:: Records for this exercise
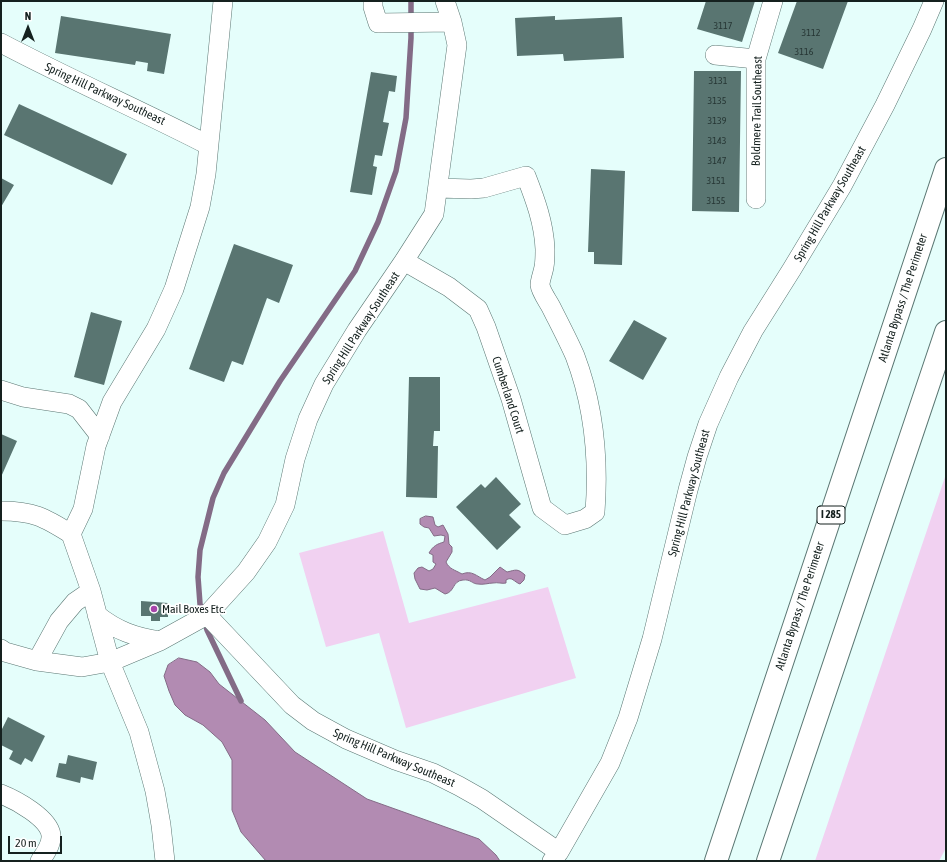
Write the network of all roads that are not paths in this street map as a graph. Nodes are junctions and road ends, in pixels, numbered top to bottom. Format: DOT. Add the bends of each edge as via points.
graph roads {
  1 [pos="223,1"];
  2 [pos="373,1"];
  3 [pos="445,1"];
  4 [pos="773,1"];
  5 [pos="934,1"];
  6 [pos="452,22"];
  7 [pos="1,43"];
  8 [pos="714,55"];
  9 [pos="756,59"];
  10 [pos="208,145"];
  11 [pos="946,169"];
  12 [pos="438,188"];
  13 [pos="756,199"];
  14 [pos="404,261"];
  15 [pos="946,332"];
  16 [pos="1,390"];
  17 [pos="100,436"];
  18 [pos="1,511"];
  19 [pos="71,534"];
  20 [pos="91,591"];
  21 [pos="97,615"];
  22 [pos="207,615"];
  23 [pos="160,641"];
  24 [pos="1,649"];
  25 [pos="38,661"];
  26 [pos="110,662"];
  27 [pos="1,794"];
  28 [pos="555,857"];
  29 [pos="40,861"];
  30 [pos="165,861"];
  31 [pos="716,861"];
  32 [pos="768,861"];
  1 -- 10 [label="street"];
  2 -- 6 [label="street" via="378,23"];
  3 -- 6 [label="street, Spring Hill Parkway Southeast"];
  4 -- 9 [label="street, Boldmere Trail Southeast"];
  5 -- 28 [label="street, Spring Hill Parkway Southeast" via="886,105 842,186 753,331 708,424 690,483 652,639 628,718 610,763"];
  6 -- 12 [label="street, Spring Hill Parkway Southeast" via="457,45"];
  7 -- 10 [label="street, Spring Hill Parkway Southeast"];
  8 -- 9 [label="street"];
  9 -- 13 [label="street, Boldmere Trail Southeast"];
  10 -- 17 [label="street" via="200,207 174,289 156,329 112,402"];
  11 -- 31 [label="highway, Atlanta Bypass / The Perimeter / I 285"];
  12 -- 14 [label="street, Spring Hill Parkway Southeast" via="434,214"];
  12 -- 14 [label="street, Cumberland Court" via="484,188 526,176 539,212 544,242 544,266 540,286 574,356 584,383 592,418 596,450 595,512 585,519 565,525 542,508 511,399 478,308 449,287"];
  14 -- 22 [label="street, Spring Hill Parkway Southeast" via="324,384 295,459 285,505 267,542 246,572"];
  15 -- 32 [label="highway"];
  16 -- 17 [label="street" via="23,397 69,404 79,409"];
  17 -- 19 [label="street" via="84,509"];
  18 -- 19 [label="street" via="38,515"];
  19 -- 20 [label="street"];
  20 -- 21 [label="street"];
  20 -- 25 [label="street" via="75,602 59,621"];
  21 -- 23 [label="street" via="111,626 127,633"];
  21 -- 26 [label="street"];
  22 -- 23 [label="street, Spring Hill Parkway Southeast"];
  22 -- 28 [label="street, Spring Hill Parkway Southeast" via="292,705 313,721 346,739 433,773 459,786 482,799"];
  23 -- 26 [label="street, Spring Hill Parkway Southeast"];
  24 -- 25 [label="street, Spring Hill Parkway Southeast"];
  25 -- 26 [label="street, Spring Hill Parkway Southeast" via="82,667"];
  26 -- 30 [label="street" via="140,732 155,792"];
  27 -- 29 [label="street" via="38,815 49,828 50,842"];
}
::::
:: Records for this exercise
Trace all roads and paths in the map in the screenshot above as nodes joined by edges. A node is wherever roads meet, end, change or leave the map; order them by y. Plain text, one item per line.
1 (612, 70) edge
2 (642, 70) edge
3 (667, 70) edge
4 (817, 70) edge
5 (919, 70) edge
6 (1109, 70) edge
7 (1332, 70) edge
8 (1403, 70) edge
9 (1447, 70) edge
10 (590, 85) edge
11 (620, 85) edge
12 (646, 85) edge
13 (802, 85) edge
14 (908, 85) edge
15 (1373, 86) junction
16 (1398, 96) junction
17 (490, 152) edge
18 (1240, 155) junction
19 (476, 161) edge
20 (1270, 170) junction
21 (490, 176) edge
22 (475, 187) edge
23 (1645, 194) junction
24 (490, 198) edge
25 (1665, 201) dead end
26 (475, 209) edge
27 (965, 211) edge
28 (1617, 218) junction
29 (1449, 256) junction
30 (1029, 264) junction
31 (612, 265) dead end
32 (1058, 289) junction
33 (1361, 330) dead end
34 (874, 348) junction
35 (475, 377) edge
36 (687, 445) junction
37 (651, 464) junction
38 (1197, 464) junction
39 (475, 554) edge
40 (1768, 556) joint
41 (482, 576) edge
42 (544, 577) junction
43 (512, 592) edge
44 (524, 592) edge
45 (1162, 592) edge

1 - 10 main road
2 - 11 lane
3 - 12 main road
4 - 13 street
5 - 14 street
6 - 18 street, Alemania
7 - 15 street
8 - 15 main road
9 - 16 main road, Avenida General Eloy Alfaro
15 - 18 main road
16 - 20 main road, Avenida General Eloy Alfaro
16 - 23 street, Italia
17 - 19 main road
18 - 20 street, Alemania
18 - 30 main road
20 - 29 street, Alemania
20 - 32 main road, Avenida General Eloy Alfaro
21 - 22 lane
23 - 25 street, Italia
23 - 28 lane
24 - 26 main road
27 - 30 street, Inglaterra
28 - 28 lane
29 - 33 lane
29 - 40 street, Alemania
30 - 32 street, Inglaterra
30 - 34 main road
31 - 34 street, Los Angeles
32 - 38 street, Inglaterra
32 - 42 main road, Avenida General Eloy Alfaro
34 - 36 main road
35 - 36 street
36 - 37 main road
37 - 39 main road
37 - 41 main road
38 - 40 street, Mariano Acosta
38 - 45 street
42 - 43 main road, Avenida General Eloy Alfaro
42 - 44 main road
::::
Your objective — Report every line from the material above that mentions the word "Alfaro".

Answer for the task —
9 - 16 main road, Avenida General Eloy Alfaro
16 - 20 main road, Avenida General Eloy Alfaro
20 - 32 main road, Avenida General Eloy Alfaro
32 - 42 main road, Avenida General Eloy Alfaro
42 - 43 main road, Avenida General Eloy Alfaro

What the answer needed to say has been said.